● **PROBLEM REQUIREMENTS**
In this exercise, each record below is to be written out again exactly.

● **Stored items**
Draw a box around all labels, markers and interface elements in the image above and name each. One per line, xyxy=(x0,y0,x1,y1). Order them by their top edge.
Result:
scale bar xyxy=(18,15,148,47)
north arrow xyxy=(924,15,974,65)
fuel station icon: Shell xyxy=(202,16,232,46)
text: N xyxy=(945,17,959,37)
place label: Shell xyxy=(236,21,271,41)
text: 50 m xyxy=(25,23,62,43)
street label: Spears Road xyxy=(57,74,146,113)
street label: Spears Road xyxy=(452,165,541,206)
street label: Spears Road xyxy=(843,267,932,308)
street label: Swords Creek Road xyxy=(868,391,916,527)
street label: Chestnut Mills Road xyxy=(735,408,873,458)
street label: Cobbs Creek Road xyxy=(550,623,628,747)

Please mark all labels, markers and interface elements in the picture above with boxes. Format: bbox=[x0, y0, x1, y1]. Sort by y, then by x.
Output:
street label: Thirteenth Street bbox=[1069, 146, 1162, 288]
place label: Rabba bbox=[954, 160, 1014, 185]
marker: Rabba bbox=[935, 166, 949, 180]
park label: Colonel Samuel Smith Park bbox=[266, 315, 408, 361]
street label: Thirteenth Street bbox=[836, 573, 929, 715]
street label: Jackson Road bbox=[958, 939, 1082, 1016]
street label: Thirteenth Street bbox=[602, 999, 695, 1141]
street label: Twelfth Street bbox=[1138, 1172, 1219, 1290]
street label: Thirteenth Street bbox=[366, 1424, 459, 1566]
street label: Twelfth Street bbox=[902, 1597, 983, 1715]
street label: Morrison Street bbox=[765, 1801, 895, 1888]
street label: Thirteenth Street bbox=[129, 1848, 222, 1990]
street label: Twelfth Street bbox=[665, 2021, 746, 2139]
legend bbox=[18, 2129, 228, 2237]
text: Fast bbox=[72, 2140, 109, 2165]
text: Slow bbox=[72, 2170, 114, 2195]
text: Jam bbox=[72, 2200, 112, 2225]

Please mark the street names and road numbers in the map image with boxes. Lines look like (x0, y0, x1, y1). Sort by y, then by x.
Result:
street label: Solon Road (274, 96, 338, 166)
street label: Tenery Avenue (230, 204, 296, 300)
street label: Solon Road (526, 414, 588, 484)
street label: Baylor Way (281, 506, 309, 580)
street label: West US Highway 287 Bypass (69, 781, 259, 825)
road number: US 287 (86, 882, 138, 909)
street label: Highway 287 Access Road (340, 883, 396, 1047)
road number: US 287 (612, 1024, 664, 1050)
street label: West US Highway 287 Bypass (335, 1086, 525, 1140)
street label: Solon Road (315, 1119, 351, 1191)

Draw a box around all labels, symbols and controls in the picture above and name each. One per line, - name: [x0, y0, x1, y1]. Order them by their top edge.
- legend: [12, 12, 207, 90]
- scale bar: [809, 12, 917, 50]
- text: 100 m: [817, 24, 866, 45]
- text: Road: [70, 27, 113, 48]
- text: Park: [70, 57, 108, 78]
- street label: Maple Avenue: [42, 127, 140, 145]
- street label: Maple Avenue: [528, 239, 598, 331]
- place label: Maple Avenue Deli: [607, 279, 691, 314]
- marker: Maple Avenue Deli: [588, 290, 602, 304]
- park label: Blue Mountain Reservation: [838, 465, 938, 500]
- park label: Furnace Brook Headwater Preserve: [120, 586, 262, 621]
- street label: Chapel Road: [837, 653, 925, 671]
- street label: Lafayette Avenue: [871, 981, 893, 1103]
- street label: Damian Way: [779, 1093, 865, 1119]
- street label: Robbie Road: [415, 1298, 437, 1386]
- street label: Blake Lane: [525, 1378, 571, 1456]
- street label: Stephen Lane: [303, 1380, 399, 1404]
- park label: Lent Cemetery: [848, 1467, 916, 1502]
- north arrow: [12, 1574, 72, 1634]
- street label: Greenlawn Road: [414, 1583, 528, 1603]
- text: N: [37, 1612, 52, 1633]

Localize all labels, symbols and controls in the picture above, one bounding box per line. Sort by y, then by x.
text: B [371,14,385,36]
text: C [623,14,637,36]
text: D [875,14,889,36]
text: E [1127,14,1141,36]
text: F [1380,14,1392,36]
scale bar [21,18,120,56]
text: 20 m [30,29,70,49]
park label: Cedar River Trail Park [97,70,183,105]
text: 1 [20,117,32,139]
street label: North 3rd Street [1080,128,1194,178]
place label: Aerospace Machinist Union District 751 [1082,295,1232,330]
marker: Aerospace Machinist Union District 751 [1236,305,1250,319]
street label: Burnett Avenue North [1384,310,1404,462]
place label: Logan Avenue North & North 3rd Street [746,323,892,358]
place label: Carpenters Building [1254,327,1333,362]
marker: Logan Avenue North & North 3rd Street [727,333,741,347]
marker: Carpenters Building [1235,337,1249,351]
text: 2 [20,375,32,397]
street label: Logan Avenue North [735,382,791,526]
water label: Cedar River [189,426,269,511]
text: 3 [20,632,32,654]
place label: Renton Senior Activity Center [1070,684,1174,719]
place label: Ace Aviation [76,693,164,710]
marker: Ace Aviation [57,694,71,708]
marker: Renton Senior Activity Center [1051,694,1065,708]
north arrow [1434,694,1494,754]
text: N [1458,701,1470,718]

● **ANSWER TO THIS PROBLEM**
Draw a box around all labels, markers and interface elements in the image above and name each. One per line, xyxy=(x0,y0,x1,y1). Order them by their top edge.
Result:
scale bar xyxy=(18,15,148,47)
north arrow xyxy=(924,15,974,65)
fuel station icon: Shell xyxy=(202,16,232,46)
text: N xyxy=(945,17,959,37)
place label: Shell xyxy=(236,21,271,41)
text: 50 m xyxy=(25,23,62,43)
street label: Spears Road xyxy=(57,74,146,113)
street label: Spears Road xyxy=(452,165,541,206)
street label: Spears Road xyxy=(843,267,932,308)
street label: Swords Creek Road xyxy=(868,391,916,527)
street label: Chestnut Mills Road xyxy=(735,408,873,458)
street label: Cobbs Creek Road xyxy=(550,623,628,747)

Please mark all labels, markers and interface elements in the picture above with boxes. Format: bbox=[x0, y0, x1, y1]. Sort by y, then by x.
Output:
street label: Thirteenth Street bbox=[1069, 146, 1162, 288]
place label: Rabba bbox=[954, 160, 1014, 185]
marker: Rabba bbox=[935, 166, 949, 180]
park label: Colonel Samuel Smith Park bbox=[266, 315, 408, 361]
street label: Thirteenth Street bbox=[836, 573, 929, 715]
street label: Jackson Road bbox=[958, 939, 1082, 1016]
street label: Thirteenth Street bbox=[602, 999, 695, 1141]
street label: Twelfth Street bbox=[1138, 1172, 1219, 1290]
street label: Thirteenth Street bbox=[366, 1424, 459, 1566]
street label: Twelfth Street bbox=[902, 1597, 983, 1715]
street label: Morrison Street bbox=[765, 1801, 895, 1888]
street label: Thirteenth Street bbox=[129, 1848, 222, 1990]
street label: Twelfth Street bbox=[665, 2021, 746, 2139]
legend bbox=[18, 2129, 228, 2237]
text: Fast bbox=[72, 2140, 109, 2165]
text: Slow bbox=[72, 2170, 114, 2195]
text: Jam bbox=[72, 2200, 112, 2225]

Please mark the street names and road numbers in the map image with boxes. Lines look like (x0, y0, x1, y1). Sort by y, then by x.
Result:
street label: Solon Road (274, 96, 338, 166)
street label: Tenery Avenue (230, 204, 296, 300)
street label: Solon Road (526, 414, 588, 484)
street label: Baylor Way (281, 506, 309, 580)
street label: West US Highway 287 Bypass (69, 781, 259, 825)
road number: US 287 (86, 882, 138, 909)
street label: Highway 287 Access Road (340, 883, 396, 1047)
road number: US 287 (612, 1024, 664, 1050)
street label: West US Highway 287 Bypass (335, 1086, 525, 1140)
street label: Solon Road (315, 1119, 351, 1191)

Draw a box around all labels, symbols and controls in the picture above and name each. One per line, - name: [x0, y0, x1, y1]. Order them by their top edge.
- legend: [12, 12, 207, 90]
- scale bar: [809, 12, 917, 50]
- text: 100 m: [817, 24, 866, 45]
- text: Road: [70, 27, 113, 48]
- text: Park: [70, 57, 108, 78]
- street label: Maple Avenue: [42, 127, 140, 145]
- street label: Maple Avenue: [528, 239, 598, 331]
- place label: Maple Avenue Deli: [607, 279, 691, 314]
- marker: Maple Avenue Deli: [588, 290, 602, 304]
- park label: Blue Mountain Reservation: [838, 465, 938, 500]
- park label: Furnace Brook Headwater Preserve: [120, 586, 262, 621]
- street label: Chapel Road: [837, 653, 925, 671]
- street label: Lafayette Avenue: [871, 981, 893, 1103]
- street label: Damian Way: [779, 1093, 865, 1119]
- street label: Robbie Road: [415, 1298, 437, 1386]
- street label: Blake Lane: [525, 1378, 571, 1456]
- street label: Stephen Lane: [303, 1380, 399, 1404]
- park label: Lent Cemetery: [848, 1467, 916, 1502]
- north arrow: [12, 1574, 72, 1634]
- street label: Greenlawn Road: [414, 1583, 528, 1603]
- text: N: [37, 1612, 52, 1633]

Localize all labels, symbols and controls in the picture above, one bounding box per line. Sort by y, then by x.
text: B [371,14,385,36]
text: C [623,14,637,36]
text: D [875,14,889,36]
text: E [1127,14,1141,36]
text: F [1380,14,1392,36]
scale bar [21,18,120,56]
text: 20 m [30,29,70,49]
park label: Cedar River Trail Park [97,70,183,105]
text: 1 [20,117,32,139]
street label: North 3rd Street [1080,128,1194,178]
place label: Aerospace Machinist Union District 751 [1082,295,1232,330]
marker: Aerospace Machinist Union District 751 [1236,305,1250,319]
street label: Burnett Avenue North [1384,310,1404,462]
place label: Logan Avenue North & North 3rd Street [746,323,892,358]
place label: Carpenters Building [1254,327,1333,362]
marker: Logan Avenue North & North 3rd Street [727,333,741,347]
marker: Carpenters Building [1235,337,1249,351]
text: 2 [20,375,32,397]
street label: Logan Avenue North [735,382,791,526]
water label: Cedar River [189,426,269,511]
text: 3 [20,632,32,654]
place label: Renton Senior Activity Center [1070,684,1174,719]
place label: Ace Aviation [76,693,164,710]
marker: Ace Aviation [57,694,71,708]
marker: Renton Senior Activity Center [1051,694,1065,708]
north arrow [1434,694,1494,754]
text: N [1458,701,1470,718]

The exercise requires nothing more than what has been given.